Correlation Between JPMorgan USD and Global X
Can any of the company-specific risk be diversified away by investing in both JPMorgan USD and Global X at the same time? Although using a correlation coefficient on its own may not help to predict future stock returns, this module helps to understand the diversifiable risk of combining JPMorgan USD and Global X into the same portfolio, which is an essential part of the fundamental portfolio management process.

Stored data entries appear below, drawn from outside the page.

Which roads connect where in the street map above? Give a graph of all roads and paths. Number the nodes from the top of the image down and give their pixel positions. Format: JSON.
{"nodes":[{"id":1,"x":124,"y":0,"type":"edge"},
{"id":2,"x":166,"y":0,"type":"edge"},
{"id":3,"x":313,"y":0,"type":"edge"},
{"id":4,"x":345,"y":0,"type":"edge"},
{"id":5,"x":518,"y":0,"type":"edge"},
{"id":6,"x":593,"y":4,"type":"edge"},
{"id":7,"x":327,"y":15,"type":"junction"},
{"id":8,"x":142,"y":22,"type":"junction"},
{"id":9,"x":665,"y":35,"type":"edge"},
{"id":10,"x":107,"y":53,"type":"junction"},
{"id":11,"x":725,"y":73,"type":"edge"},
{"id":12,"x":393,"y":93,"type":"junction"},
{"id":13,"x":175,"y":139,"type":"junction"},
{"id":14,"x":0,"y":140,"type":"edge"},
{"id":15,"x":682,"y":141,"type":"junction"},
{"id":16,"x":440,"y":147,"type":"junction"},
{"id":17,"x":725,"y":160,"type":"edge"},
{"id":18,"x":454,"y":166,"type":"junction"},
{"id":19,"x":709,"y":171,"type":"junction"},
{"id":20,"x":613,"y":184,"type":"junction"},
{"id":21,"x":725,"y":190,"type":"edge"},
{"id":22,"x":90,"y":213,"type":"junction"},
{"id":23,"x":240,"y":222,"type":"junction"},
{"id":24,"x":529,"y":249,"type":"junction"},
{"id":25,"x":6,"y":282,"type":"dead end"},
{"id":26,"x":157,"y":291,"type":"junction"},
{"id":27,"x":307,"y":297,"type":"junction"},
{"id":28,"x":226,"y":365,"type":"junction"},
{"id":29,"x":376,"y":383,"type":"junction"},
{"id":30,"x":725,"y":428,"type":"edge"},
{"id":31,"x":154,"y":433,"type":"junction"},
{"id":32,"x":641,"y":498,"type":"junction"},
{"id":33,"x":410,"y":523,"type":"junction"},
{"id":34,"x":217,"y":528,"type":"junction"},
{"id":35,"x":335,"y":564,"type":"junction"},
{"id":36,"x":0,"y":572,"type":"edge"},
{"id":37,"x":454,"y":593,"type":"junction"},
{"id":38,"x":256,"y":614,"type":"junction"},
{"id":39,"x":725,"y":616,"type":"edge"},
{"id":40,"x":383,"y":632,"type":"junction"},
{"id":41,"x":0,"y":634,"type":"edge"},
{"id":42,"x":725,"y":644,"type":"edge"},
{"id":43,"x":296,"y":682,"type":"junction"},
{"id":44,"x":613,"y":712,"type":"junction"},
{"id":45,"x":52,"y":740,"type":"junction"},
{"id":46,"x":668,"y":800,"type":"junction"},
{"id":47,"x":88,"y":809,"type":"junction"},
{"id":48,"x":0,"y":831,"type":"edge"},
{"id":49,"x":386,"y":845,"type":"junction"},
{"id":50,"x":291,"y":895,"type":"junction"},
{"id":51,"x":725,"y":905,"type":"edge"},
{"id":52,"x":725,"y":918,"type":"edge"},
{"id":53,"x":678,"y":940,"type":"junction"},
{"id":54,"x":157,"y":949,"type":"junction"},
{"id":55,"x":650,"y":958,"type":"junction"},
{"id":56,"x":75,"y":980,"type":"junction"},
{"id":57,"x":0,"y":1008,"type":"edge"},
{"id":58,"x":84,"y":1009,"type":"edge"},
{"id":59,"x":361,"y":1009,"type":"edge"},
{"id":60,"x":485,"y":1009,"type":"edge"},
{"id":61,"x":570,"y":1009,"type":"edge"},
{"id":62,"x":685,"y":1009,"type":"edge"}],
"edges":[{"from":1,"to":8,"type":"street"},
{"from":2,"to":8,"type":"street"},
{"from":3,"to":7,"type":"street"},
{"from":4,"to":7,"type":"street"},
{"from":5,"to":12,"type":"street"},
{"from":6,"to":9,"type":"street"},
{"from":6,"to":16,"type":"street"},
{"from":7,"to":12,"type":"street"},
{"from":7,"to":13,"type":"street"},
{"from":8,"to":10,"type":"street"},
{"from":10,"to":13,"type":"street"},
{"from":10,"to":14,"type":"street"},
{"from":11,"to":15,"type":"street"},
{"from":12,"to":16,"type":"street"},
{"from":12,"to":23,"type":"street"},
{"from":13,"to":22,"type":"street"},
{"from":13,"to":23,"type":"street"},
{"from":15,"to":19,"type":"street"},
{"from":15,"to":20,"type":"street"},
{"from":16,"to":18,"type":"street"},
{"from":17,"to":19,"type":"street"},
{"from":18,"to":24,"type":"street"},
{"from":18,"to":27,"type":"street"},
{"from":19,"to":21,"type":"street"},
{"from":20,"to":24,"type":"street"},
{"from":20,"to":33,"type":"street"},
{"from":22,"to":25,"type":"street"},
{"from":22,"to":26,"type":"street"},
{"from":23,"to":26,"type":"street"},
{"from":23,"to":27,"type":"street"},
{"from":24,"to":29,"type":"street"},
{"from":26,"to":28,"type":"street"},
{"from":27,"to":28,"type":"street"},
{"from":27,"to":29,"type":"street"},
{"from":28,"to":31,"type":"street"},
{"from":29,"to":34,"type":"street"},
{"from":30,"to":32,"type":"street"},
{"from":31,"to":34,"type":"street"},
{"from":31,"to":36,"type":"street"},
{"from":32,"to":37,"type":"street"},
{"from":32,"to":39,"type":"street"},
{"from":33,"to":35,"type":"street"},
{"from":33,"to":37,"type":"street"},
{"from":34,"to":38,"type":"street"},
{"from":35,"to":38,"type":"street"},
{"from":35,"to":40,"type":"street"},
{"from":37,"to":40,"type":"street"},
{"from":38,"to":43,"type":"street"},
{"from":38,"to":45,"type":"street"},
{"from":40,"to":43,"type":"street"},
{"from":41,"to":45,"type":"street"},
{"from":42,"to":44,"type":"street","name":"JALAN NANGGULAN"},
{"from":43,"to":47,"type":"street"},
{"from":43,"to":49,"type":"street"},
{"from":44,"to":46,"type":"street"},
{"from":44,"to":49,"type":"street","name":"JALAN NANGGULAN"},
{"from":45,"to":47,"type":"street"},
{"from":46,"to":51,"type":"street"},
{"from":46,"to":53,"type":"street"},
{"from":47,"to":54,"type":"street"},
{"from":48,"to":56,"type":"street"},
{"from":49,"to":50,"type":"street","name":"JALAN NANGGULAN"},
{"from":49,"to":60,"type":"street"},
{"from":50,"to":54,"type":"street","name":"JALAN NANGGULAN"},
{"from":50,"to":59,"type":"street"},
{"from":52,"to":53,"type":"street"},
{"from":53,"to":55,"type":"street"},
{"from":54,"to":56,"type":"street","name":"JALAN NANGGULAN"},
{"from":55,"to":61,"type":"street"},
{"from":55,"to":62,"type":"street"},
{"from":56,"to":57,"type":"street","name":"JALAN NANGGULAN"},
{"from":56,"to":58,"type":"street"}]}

By analyzing existing cross correlation between JPMorgan USD Emerging and Global X Emerging, you can compare the effects of market volatilities on JPMorgan USD and Global X and check how they will diversify away market risk if combined in the same portfolio for a given time horizon. You can also utilize pair trading strategies of matching a long position in JPMorgan USD with a short position of Global X. Check out your portfolio center. Please also check ongoing floating volatility patterns of JPMorgan USD and Global X.
Diversification Opportunities for JPMorgan USD and Global X
0.8 | Correlation Coefficient |
Very poor diversification
The 3 months correlation between JPMorgan and Global is 0.8. Overlapping area represents the amount of risk that can be diversified away by holding JPMorgan USD Emerging and Global X Emerging in the same portfolio, assuming nothing else is changed. The correlation between historical prices or returns on Global X Emerging and JPMorgan USD is a relative statistical measure of the degree to which these equity instruments tend to move together. The correlation coefficient measures the extent to which returns on JPMorgan USD Emerging are associated (or correlated) with Global X. Values of the correlation coefficient range from -1 to +1, where. The correlation of zero (0) is possible when the price movement of Global X Emerging has no effect on the direction of JPMorgan USD i.e., JPMorgan USD and Global X go up and down completely randomly.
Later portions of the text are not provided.